* **Supplied material**
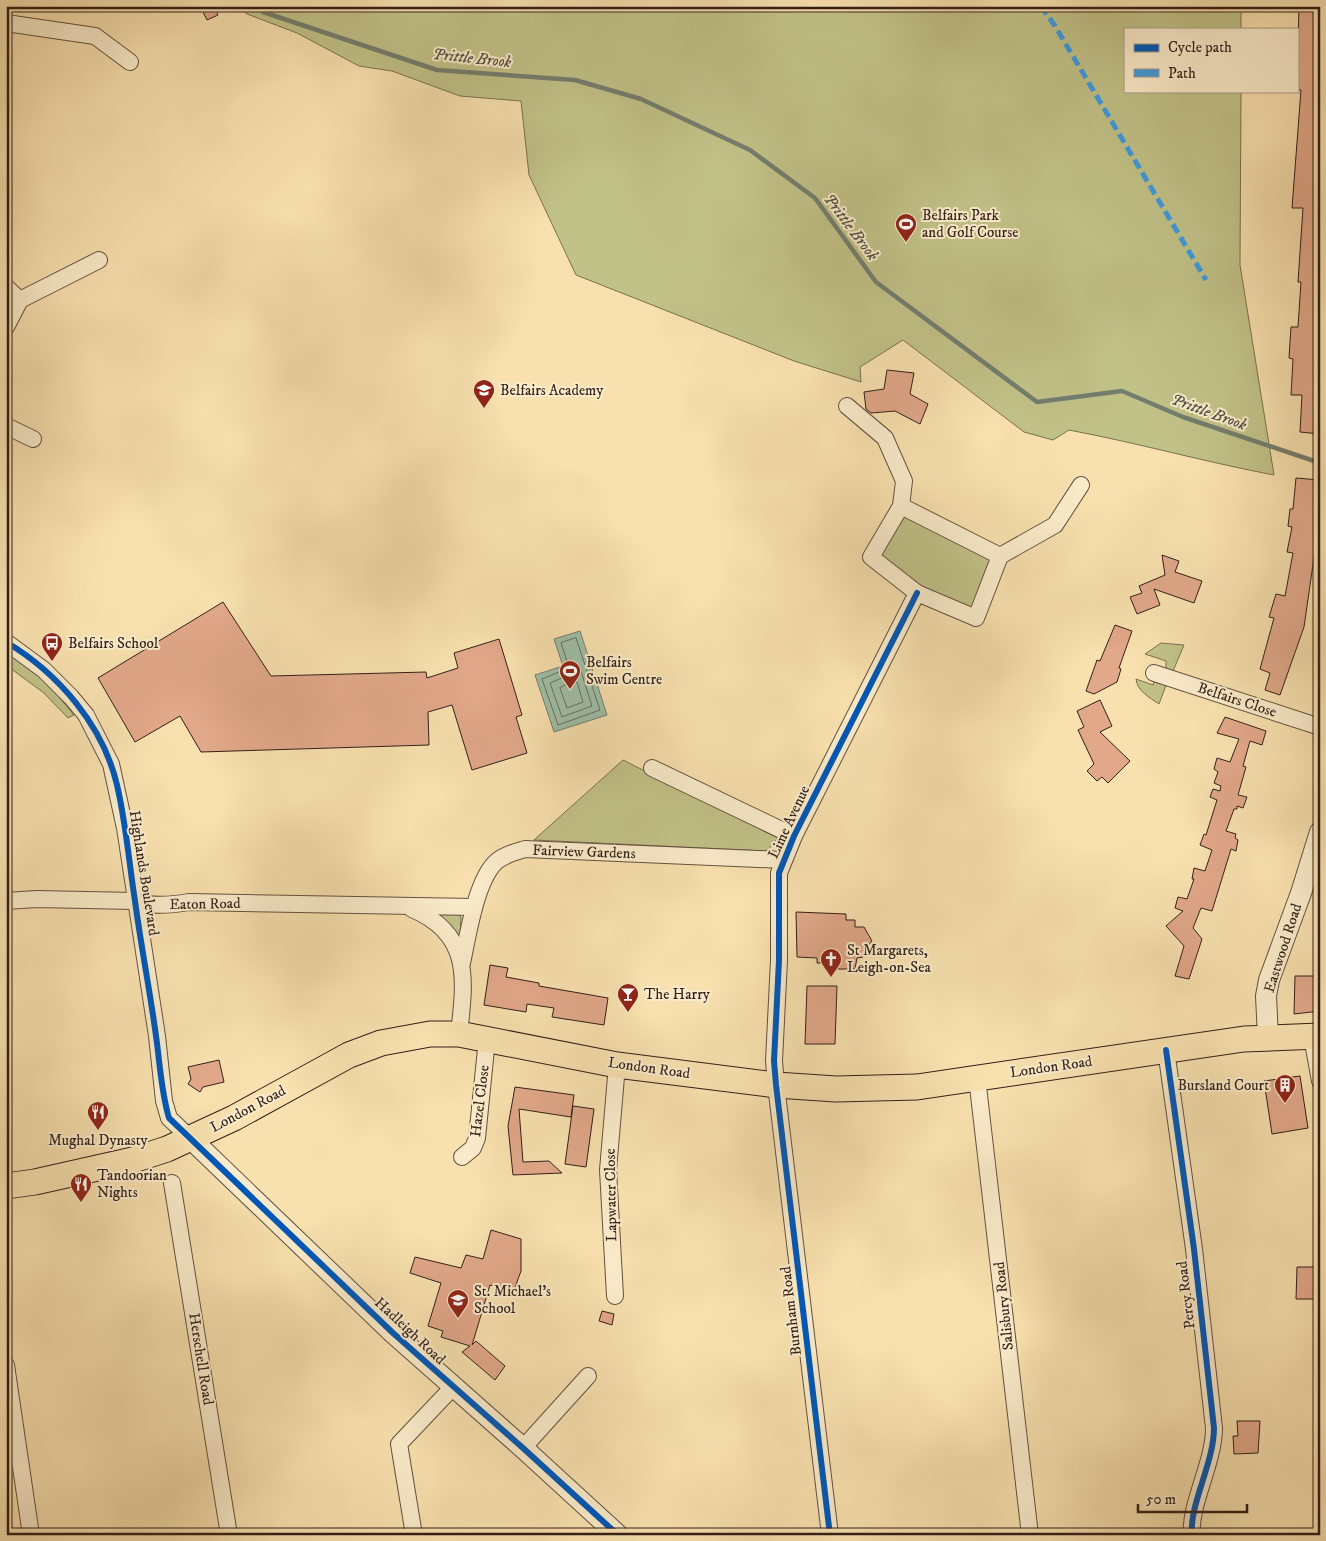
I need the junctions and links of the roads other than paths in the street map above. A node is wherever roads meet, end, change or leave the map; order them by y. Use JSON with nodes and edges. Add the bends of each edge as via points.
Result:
{"nodes":[{"id":1,"x":6,"y":23,"type":"edge"},
{"id":2,"x":130,"y":62,"type":"dead end"},
{"id":3,"x":99,"y":260,"type":"dead end"},
{"id":4,"x":6,"y":287,"type":"edge"},
{"id":5,"x":20,"y":300,"type":"junction"},
{"id":6,"x":6,"y":326,"type":"edge"},
{"id":7,"x":847,"y":406,"type":"dead end"},
{"id":8,"x":6,"y":426,"type":"edge"},
{"id":9,"x":33,"y":439,"type":"dead end"},
{"id":10,"x":1081,"y":486,"type":"dead end"},
{"id":11,"x":902,"y":506,"type":"junction"},
{"id":12,"x":1000,"y":556,"type":"junction"},
{"id":13,"x":917,"y":593,"type":"junction"},
{"id":14,"x":6,"y":642,"type":"edge"},
{"id":15,"x":1154,"y":673,"type":"dead end"},
{"id":16,"x":1320,"y":727,"type":"edge"},
{"id":17,"x":652,"y":768,"type":"dead end"},
{"id":18,"x":1320,"y":832,"type":"edge"},
{"id":19,"x":794,"y":836,"type":"junction"},
{"id":20,"x":782,"y":860,"type":"junction"},
{"id":21,"x":6,"y":901,"type":"edge"},
{"id":22,"x":135,"y":901,"type":"junction"},
{"id":23,"x":405,"y":907,"type":"junction"},
{"id":24,"x":474,"y":907,"type":"junction"},
{"id":25,"x":462,"y":963,"type":"junction"},
{"id":26,"x":459,"y":1034,"type":"junction"},
{"id":27,"x":1268,"y":1037,"type":"junction"},
{"id":28,"x":1316,"y":1037,"type":"edge"},
{"id":29,"x":487,"y":1040,"type":"junction"},
{"id":30,"x":1166,"y":1050,"type":"junction"},
{"id":31,"x":617,"y":1065,"type":"junction"},
{"id":32,"x":977,"y":1078,"type":"junction"},
{"id":33,"x":1320,"y":1081,"type":"edge"},
{"id":34,"x":776,"y":1085,"type":"junction"},
{"id":35,"x":191,"y":1139,"type":"junction"},
{"id":36,"x":462,"y":1157,"type":"dead end"},
{"id":37,"x":172,"y":1182,"type":"dead end"},
{"id":38,"x":6,"y":1186,"type":"edge"},
{"id":39,"x":615,"y":1296,"type":"dead end"},
{"id":40,"x":6,"y":1365,"type":"edge"},
{"id":41,"x":588,"y":1376,"type":"dead end"},
{"id":42,"x":453,"y":1387,"type":"junction"},
{"id":43,"x":523,"y":1448,"type":"junction"},
{"id":44,"x":30,"y":1535,"type":"edge"},
{"id":45,"x":229,"y":1535,"type":"edge"},
{"id":46,"x":414,"y":1535,"type":"edge"},
{"id":47,"x":618,"y":1535,"type":"edge"},
{"id":48,"x":830,"y":1535,"type":"edge"},
{"id":49,"x":1030,"y":1535,"type":"edge"},
{"id":50,"x":1192,"y":1535,"type":"edge"}],
"edges":[{"from":1,"to":2,"type":"street","via":[[95,36]]},
{"from":3,"to":5,"type":"street"},
{"from":4,"to":5,"type":"street"},
{"from":5,"to":6,"type":"street"},
{"from":7,"to":11,"type":"street","via":[[885,438],[904,481]]},
{"from":8,"to":9,"type":"street"},
{"from":10,"to":12,"type":"street","via":[[1055,525]]},
{"from":11,"to":12,"type":"street"},
{"from":11,"to":13,"type":"street","via":[[870,557]]},
{"from":12,"to":13,"type":"street","via":[[976,618]]},
{"from":13,"to":19,"type":"street","name":"Lime Avenue"},
{"from":14,"to":22,"type":"street","name":"Highlands Boulevard","via":[[44,670],[71,696],[86,715],[105,752],[118,793]]},
{"from":15,"to":16,"type":"street","name":"Belfairs Close"},
{"from":17,"to":19,"type":"street"},
{"from":18,"to":27,"type":"street","name":"Eastwood Road","via":[[1269,980],[1266,996]]},
{"from":19,"to":20,"type":"street","name":"Lime Avenue"},
{"from":20,"to":24,"type":"street","name":"Fairview Gardens","via":[[525,849],[509,853],[496,862]]},
{"from":20,"to":34,"type":"street","name":"Lime Avenue","via":[[779,873]]},
{"from":21,"to":22,"type":"street","name":"Eaton Road"},
{"from":22,"to":23,"type":"street","name":"Eaton Road","via":[[143,904],[189,902]]},
{"from":22,"to":35,"type":"street","name":"Highlands Boulevard","via":[[164,1101],[169,1118]]},
{"from":23,"to":24,"type":"street","name":"Eaton Road"},
{"from":23,"to":25,"type":"street","name":"Eaton Road","via":[[430,917],[443,928],[454,941]]},
{"from":24,"to":25,"type":"street","name":"Fairview Gardens"},
{"from":25,"to":26,"type":"street","name":"Eaton Road"},
{"from":26,"to":29,"type":"main road","name":"London Road"},
{"from":26,"to":35,"type":"main road","name":"London Road","via":[[405,1037],[349,1055]]},
{"from":27,"to":28,"type":"main road","name":"London Road"},
{"from":27,"to":30,"type":"main road","name":"London Road"},
{"from":28,"to":33,"type":"street"},
{"from":29,"to":31,"type":"main road","name":"London Road"},
{"from":29,"to":36,"type":"street","name":"Hazel Close","via":[[476,1138],[473,1148]]},
{"from":30,"to":32,"type":"main road","name":"London Road"},
{"from":30,"to":50,"type":"street","name":"Percy Road","via":[[1194,1249],[1214,1428],[1213,1448],[1193,1520]]},
{"from":31,"to":34,"type":"main road","name":"London Road"},
{"from":31,"to":39,"type":"street","name":"Lapwater Close","via":[[608,1170]]},
{"from":32,"to":34,"type":"main road","name":"London Road","via":[[917,1086],[836,1089]]},
{"from":32,"to":49,"type":"street","name":"Salisbury Road"},
{"from":34,"to":48,"type":"street","name":"Burnham Road"},
{"from":35,"to":38,"type":"main road","name":"London Road","via":[[133,1160]]},
{"from":35,"to":42,"type":"street","name":"Hadleigh Road"},
{"from":37,"to":45,"type":"street","name":"Herschell Road"},
{"from":40,"to":44,"type":"street"},
{"from":41,"to":43,"type":"street"},
{"from":42,"to":43,"type":"street","name":"Hadleigh Road"},
{"from":42,"to":46,"type":"street","via":[[399,1444]]},
{"from":43,"to":47,"type":"street","name":"Hadleigh Road"}]}
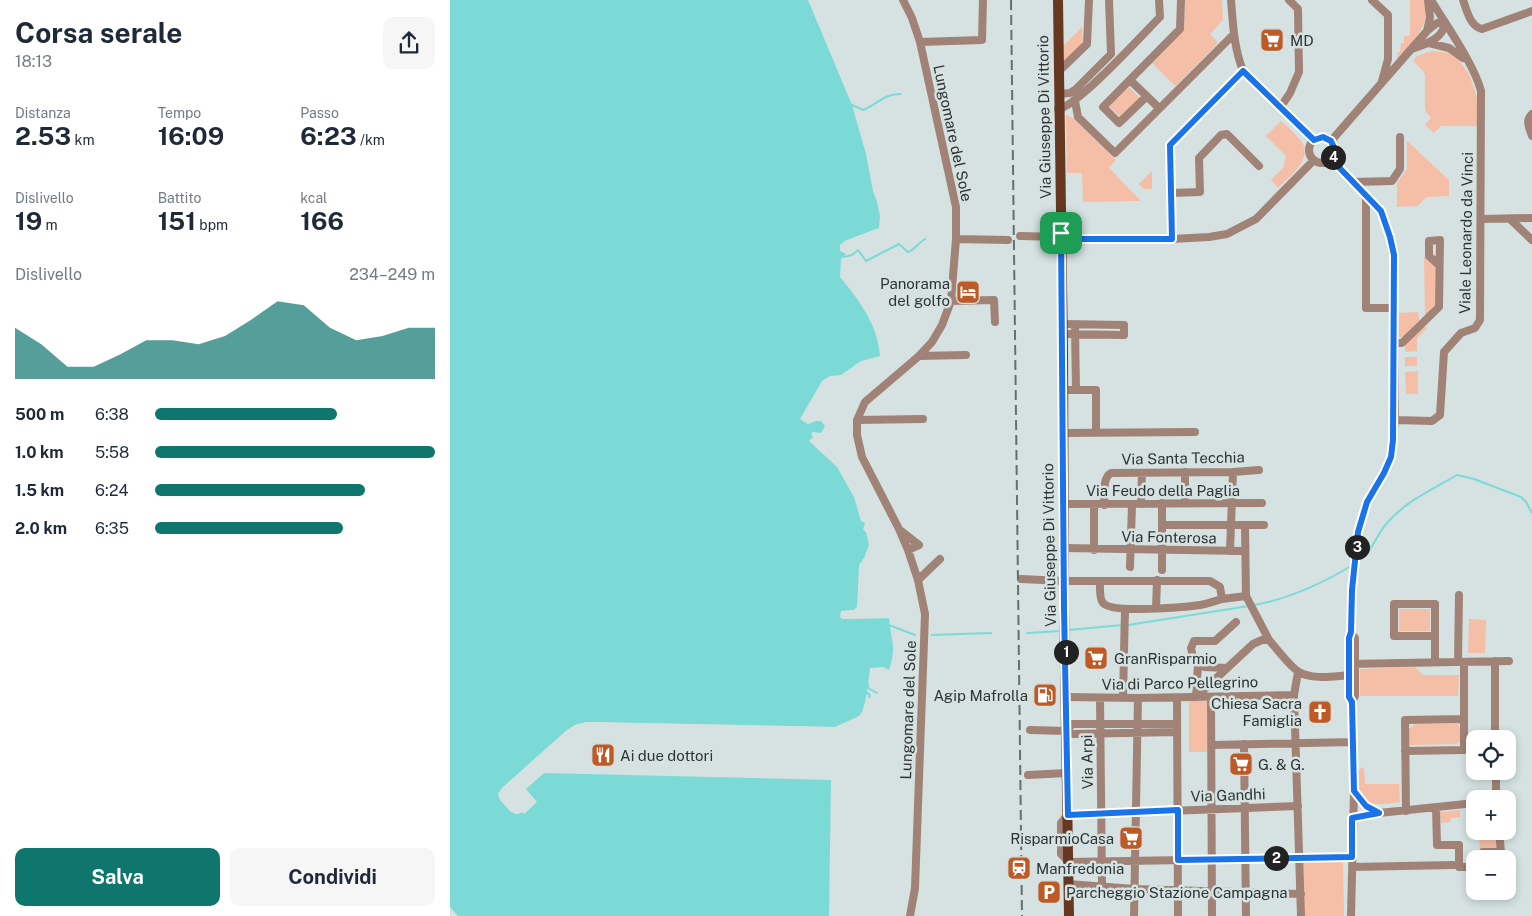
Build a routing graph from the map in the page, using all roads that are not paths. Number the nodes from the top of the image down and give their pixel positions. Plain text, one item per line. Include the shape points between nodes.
1 (903, 0) edge
2 (983, 0) edge
3 (1058, 0) edge
4 (1090, 0) edge
5 (1109, 0) edge
6 (1160, 0) edge
7 (1181, 0) edge
8 (1231, 0) edge
9 (1289, 0) edge
10 (1372, 0) edge
11 (1429, 0) edge
12 (1463, 0) edge
13 (1532, 11) edge
14 (1445, 23) junction
15 (1427, 31) junction
16 (1233, 35) junction
17 (920, 42) junction
18 (1429, 43) junction
19 (1412, 49) junction
20 (1388, 59) junction
21 (1466, 60) junction
22 (1395, 68) junction
23 (1243, 71) junction
24 (1058, 72) junction
25 (1130, 80) junction
26 (1382, 83) junction
27 (1059, 94) junction
28 (1146, 96) junction
29 (1075, 101) junction
30 (1159, 108) junction
31 (1280, 108) junction
32 (1061, 109) junction
33 (1532, 114) edge
34 (1078, 117) junction
35 (1532, 136) edge
36 (1400, 137) dead end
37 (1314, 140) junction
38 (1331, 141) junction
39 (1331, 159) junction
40 (1314, 160) junction
41 (1259, 166) dead end
42 (1354, 182) junction
43 (1171, 193) junction
44 (1366, 196) junction
45 (1532, 218) edge
46 (1481, 219) junction
47 (1510, 219) junction
48 (1020, 236) dead end
49 (1061, 238) junction
50 (956, 239) junction
51 (1081, 239) junction
52 (1172, 239) junction
53 (1008, 240) dead end
54 (1532, 240) edge
55 (1439, 265) dead end
56 (951, 301) junction
57 (1394, 308) junction
58 (995, 322) dead end
59 (1075, 324) junction
60 (1062, 329) junction
61 (1076, 334) junction
62 (1394, 343) junction
63 (966, 355) dead end
64 (919, 356) junction
65 (1063, 390) junction
66 (1076, 390) junction
67 (923, 419) dead end
68 (857, 420) junction
69 (1394, 422) junction
70 (1096, 432) junction
71 (1195, 432) dead end
72 (1063, 433) junction
73 (1259, 470) dead end
74 (1185, 472) junction
75 (1233, 472) junction
76 (1142, 474) junction
77 (1185, 503) junction
78 (1232, 503) junction
79 (1262, 503) dead end
80 (1064, 504) junction
81 (1104, 504) junction
82 (1132, 504) junction
83 (1141, 504) junction
84 (1162, 504) junction
85 (1094, 505) junction
86 (1162, 525) junction
87 (1245, 525) junction
88 (1232, 526) junction
89 (1264, 526) dead end
90 (899, 529) junction
91 (1064, 548) junction
92 (908, 550) junction
93 (1094, 550) junction
94 (1131, 550) junction
95 (1162, 550) junction
96 (1230, 551) junction
97 (1244, 551) junction
98 (940, 558) dead end
99 (1162, 570) dead end
100 (1130, 573) junction
101 (1021, 579) dead end
102 (918, 580) junction
103 (1157, 580) junction
104 (1064, 581) junction
105 (1100, 581) junction
106 (1459, 595) dead end
107 (1246, 596) junction
108 (1222, 599) junction
109 (1156, 608) junction
110 (1125, 613) junction
111 (1236, 622) dead end
112 (1435, 636) junction
113 (1269, 640) junction
114 (1494, 661) junction
115 (1509, 661) dead end
116 (1435, 662) junction
117 (1461, 662) junction
118 (1198, 664) junction
119 (1352, 664) junction
120 (1228, 668) junction
121 (1298, 672) junction
122 (1352, 675) junction
123 (1294, 695) junction
124 (1196, 697) junction
125 (1211, 697) junction
126 (1066, 698) junction
127 (1100, 698) junction
128 (1123, 698) junction
129 (1138, 698) junction
130 (1177, 698) junction
131 (1464, 719) junction
132 (1100, 724) junction
133 (1138, 724) junction
134 (1177, 728) junction
135 (1030, 730) dead end
136 (1495, 730) edge
137 (1066, 731) junction
138 (1100, 733) junction
139 (1138, 733) junction
140 (1353, 742) junction
141 (1244, 744) junction
142 (1295, 744) junction
143 (1212, 745) junction
144 (1406, 751) junction
145 (1067, 773) junction
146 (1028, 775) dead end
147 (1354, 791) junction
148 (1466, 804) edge
149 (1298, 806) junction
150 (1245, 807) junction
151 (1436, 808) junction
152 (1212, 809) junction
153 (1178, 810) junction
154 (1406, 810) junction
155 (1136, 812) junction
156 (1102, 813) junction
157 (1379, 813) junction
158 (1068, 815) junction
159 (1352, 818) junction
160 (1352, 857) junction
161 (1299, 858) junction
162 (1213, 859) junction
163 (1246, 859) junction
164 (1178, 860) junction
165 (1103, 861) junction
166 (1136, 861) junction
167 (1069, 862) junction
168 (1453, 865) dead end
169 (1352, 867) junction
170 (1466, 867) edge
171 (1068, 884) junction
172 (1102, 886) junction
173 (1135, 889) junction
174 (1178, 890) junction
175 (1212, 891) junction
176 (1246, 892) junction
177 (1301, 894) junction
178 (910, 916) edge
179 (1069, 916) edge
180 (1134, 916) edge
181 (1178, 916) edge
182 (1212, 916) edge
183 (1246, 916) edge
184 (1301, 916) edge
185 (1352, 916) edge

1 - 17 street, Lungomare del Sole
2 - 17 street via 982,40
3 - 24 main road, Via Giuseppe Di Vittorio
4 - 24 street via 1087,44
5 - 27 street via 1110,54 1075,90
6 - 29 street via 1160,17
7 - 25 street via 1180,29
8 - 16 street
9 - 31 street via 1298,9 1299,72
10 - 20 street via 1388,15
11 - 14 street, Viale Leonardo da Vinci
11 - 15 street
12 - 13 street via 1472,24 1482,29
14 - 15 street via 1437,23
14 - 18 street via 1444,30
14 - 21 street, Viale Leonardo da Vinci
15 - 19 street
16 - 23 street
16 - 30 street
17 - 50 street, Lungomare del Sole via 956,207
18 - 19 street
18 - 21 street via 1449,48
19 - 22 street
20 - 22 street
20 - 26 street
21 - 46 street, Viale Leonardo da Vinci via 1481,91
22 - 26 street
23 - 31 street
23 - 43 street via 1170,145
24 - 27 main road, Via Giuseppe Di Vittorio
25 - 28 street
25 - 28 street via 1103,107 1120,124
26 - 38 street
27 - 32 main road, Via Giuseppe Di Vittorio
28 - 30 street
29 - 32 street
29 - 34 street
30 - 34 street via 1115,153
31 - 37 street
32 - 34 street
32 - 49 main road, Via Giuseppe Di Vittorio
33 - 35 street via 1528,123
36 - 42 street via 1400,169 1392,180
37 - 38 street via 1323,137
37 - 40 street via 1309,150
38 - 39 street via 1335,150
39 - 40 street via 1323,163
39 - 42 street
40 - 52 street via 1248,224 1218,236
41 - 43 street via 1224,134 1199,158 1200,192
42 - 44 street
43 - 52 street
44 - 57 street via 1381,211 1390,237 1394,255
44 - 57 street via 1366,308
45 - 47 street
46 - 47 street
46 - 69 street, Viale Leonardo da Vinci via 1480,320 1475,328 1461,333 1444,352 1440,415 1432,421
47 - 54 street
48 - 49 street
49 - 51 street
49 - 51 street
49 - 60 main road, Via Giuseppe Di Vittorio
50 - 53 street
50 - 56 street, Lungomare del Sole
51 - 52 street
55 - 62 street via 1439,307 1402,343
56 - 58 street via 994,300
56 - 64 street, Lungomare del Sole via 942,325
57 - 62 street
59 - 60 street
59 - 61 street
59 - 61 street via 1124,325 1124,334
60 - 61 street
60 - 65 main road, Via Giuseppe Di Vittorio
61 - 66 street
62 - 69 street
63 - 64 street
64 - 68 street, Lungomare del Sole via 866,402
65 - 66 street
65 - 72 main road, Via Giuseppe Di Vittorio
66 - 70 street via 1096,390
67 - 68 street
68 - 90 street, Lungomare del Sole via 862,457
69 - 119 street via 1391,457 1367,502 1358,532 1349,638
70 - 71 street
70 - 72 street
72 - 80 main road, Via Giuseppe Di Vittorio
73 - 75 street, Via Santa Tecchia
74 - 75 street, Via Santa Tecchia
74 - 76 street, Via Santa Tecchia
74 - 77 street
75 - 78 street
76 - 81 street, Via Santa Tecchia via 1107,475
76 - 83 street
77 - 78 street, Via Feudo della Paglia
77 - 84 street, Via Feudo della Paglia
78 - 79 street, Via Feudo della Paglia
78 - 88 street
80 - 85 street, Via Feudo della Paglia
80 - 91 main road, Via Giuseppe Di Vittorio
81 - 82 street, Via Feudo della Paglia
81 - 85 street, Via Feudo della Paglia
82 - 83 street, Via Feudo della Paglia
82 - 94 street
83 - 84 street, Via Feudo della Paglia
84 - 86 street
85 - 93 street
86 - 88 street
86 - 95 street
87 - 88 street
87 - 89 street
87 - 97 street
88 - 96 street
90 - 92 street, Lungomare del Sole
90 - 92 street, Lungomare del Sole via 919,545
91 - 93 street, Via Fonterosa
91 - 104 main road, Via Giuseppe Di Vittorio
92 - 102 street, Lungomare del Sole
93 - 94 street, Via Fonterosa
94 - 95 street, Via Fonterosa
94 - 100 street
95 - 96 street, Via Fonterosa
95 - 99 street
96 - 97 street, Via Fonterosa
97 - 107 street
98 - 102 street
100 - 103 street
100 - 105 street
101 - 104 street
102 - 178 street, Lungomare del Sole via 926,628 916,874
103 - 108 street via 1210,581 1220,587
103 - 109 street
104 - 105 street
104 - 126 main road, Via Giuseppe Di Vittorio
105 - 110 street via 1103,603
106 - 117 street
107 - 108 street
107 - 113 street
108 - 109 street
109 - 110 street
110 - 128 street
111 - 118 street via 1215,640 1194,641 1191,648 1194,662
112 - 112 street via 1435,604 1394,604 1394,636
112 - 116 street
113 - 120 street via 1253,644
113 - 121 street
114 - 115 street
114 - 117 street
114 - 136 street
116 - 117 street
116 - 119 street
117 - 131 street
118 - 120 street
118 - 124 street
119 - 122 street
120 - 124 street
121 - 122 street via 1319,677
121 - 123 street
122 - 140 street via 1355,696 1352,702
123 - 125 street, Via di Parco Pellegrino
123 - 142 street
124 - 125 street, Via di Parco Pellegrino
124 - 130 street, Via di Parco Pellegrino
125 - 143 street
126 - 127 street, Via di Parco Pellegrino
126 - 137 main road, Via Giuseppe Di Vittorio
127 - 128 street, Via di Parco Pellegrino
127 - 132 street, Via Arpi
128 - 129 street, Via di Parco Pellegrino
129 - 130 street, Via di Parco Pellegrino
129 - 133 street
130 - 134 street
131 - 144 street via 1464,750
131 - 144 street via 1405,720
132 - 133 street
132 - 137 street via 1072,724
132 - 138 street, Via Arpi
133 - 134 street
133 - 139 street
134 - 139 street
134 - 153 street
135 - 137 street
137 - 138 street via 1073,734
137 - 145 main road, Via Giuseppe Di Vittorio
138 - 139 street
138 - 156 street, Via Arpi
139 - 155 street
140 - 142 street
140 - 147 street
141 - 142 street
141 - 143 street
141 - 150 street
142 - 149 street
143 - 152 street
144 - 154 street
145 - 146 street
145 - 158 main road, Via Giuseppe Di Vittorio
147 - 157 street via 1366,806
147 - 159 street
148 - 151 street
149 - 150 street, Via Gandhi
149 - 161 street
150 - 152 street, Via Gandhi
150 - 163 street
151 - 154 street
151 - 170 street via 1437,845 1459,845 1459,867
152 - 153 street, Via Gandhi
152 - 162 street
153 - 155 street, Via Gandhi
153 - 164 street
154 - 157 street
155 - 156 street, Via Gandhi
155 - 166 street
156 - 158 street, Via Gandhi
156 - 165 street, Via Arpi
157 - 159 street
158 - 167 main road, Via Giuseppe Di Vittorio
159 - 160 street
160 - 161 street
160 - 169 street
161 - 163 street
161 - 177 street
162 - 163 street
162 - 164 street
162 - 175 street
163 - 176 street
164 - 166 street
164 - 174 street
165 - 166 street
165 - 167 street
165 - 172 street, Via Arpi
166 - 173 street
167 - 171 main road, Via Giuseppe Di Vittorio
168 - 169 street
169 - 185 street
171 - 172 street
171 - 179 main road, Via Giuseppe Di Vittorio
172 - 173 street
173 - 174 street
173 - 180 street
174 - 175 street
174 - 181 street
175 - 176 street
175 - 182 street
176 - 177 street
176 - 183 street
177 - 184 street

* **Brief**
Say how many lines in the records hold the string "della". Give no other words.

* **Output of the exercise**
8